Botta's gerbil
- Conservation status: Data Deficient (IUCN 3.1)

Scientific classification
- Kingdom: Animalia
- Phylum: Chordata
- Class: Mammalia
- Order: Rodentia
- Family: Muridae
- Genus: Dipodillus
- Species: D. bottai
- Binomial name: Dipodillus bottai (Lataste, 1882)
- Synonyms: Gerbillus bottai

= Botta's gerbil =

- Genus: Dipodillus
- Species: bottai
- Authority: (Lataste, 1882)
- Conservation status: DD
- Synonyms: Gerbillus bottai

Species of rodent

Botta's gerbil (Dipodillus bottai) is a species of gerbil endemic to Sudan and possibly northern Kenya.

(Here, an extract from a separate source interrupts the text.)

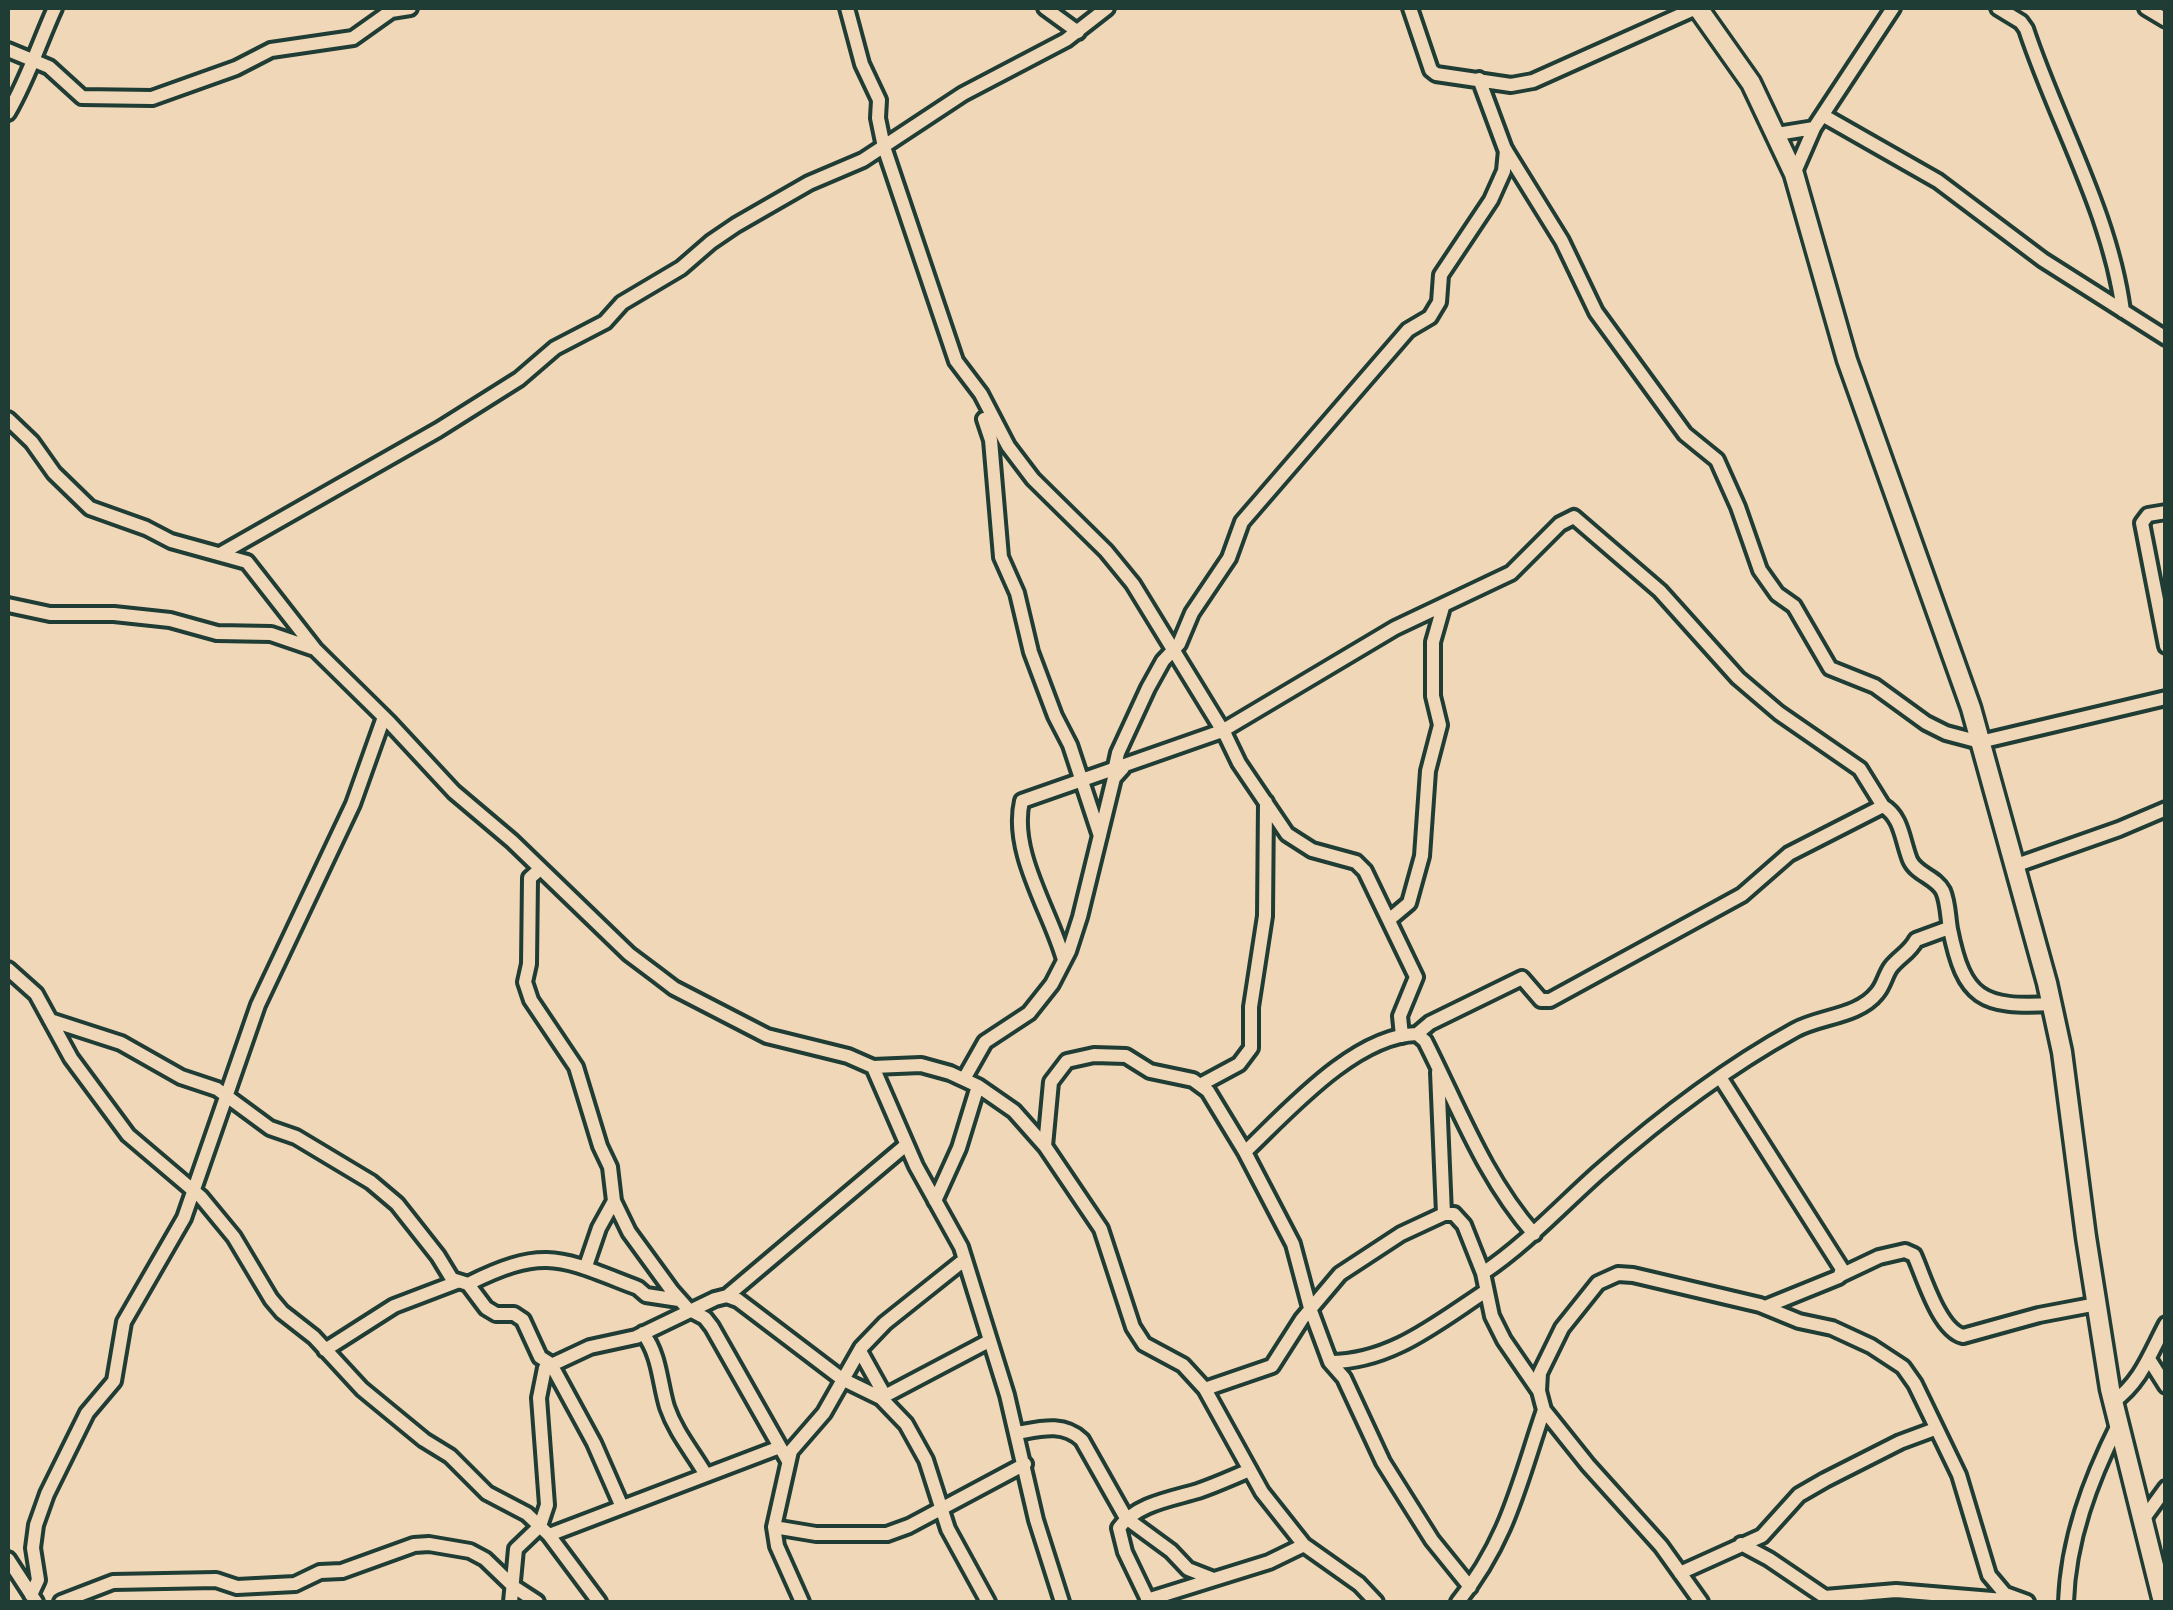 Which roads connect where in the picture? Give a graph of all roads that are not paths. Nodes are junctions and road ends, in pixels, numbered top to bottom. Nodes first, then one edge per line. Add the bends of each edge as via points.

According to the International Union for Conservation of Nature, it was listed as Least Concern in 1996 until it was listed as Data Deficient in 2004. According to a 2013 book, it is known from a few specimens taken from four or five localities in a small area between the rivers White Nile and Blue Nile; its habitat is fields of vegetables and cereals. Aside from this information, nothing else is known about the species including its population and threats.

==Taxonomy==
Botta's gerbil was first described by the French zoologist and herpetologist Fernand Lataste in 1882, he named it Gerbillus bottai. It is known from a small number of locations in Sudan, between the Blue Nile and the White Nile to the south of Khartoum, with some possible sightings in northern Kenya. It may form part of a species complex alongside the Khartoum gerbil (Dipodillus stigmonyx), Harwood's gerbil (Dipodillus harwoodi), and Waters's gerbil (Gerbillus watersi) . However, D. harwoodi has a separate range in Kenya about 1200 km to the south of the other three species and further investigation may elevate it to full species status.

==Description==
Botta's gerbil is a small species with sandy-brown upper parts with a blackish sheen, especially at the mid-line, and pure white underparts and limbs. The long tail is slightly bi-coloured, with dark hairs above and pale hairs below, the hairs at the tip forming a small tuft or pencil.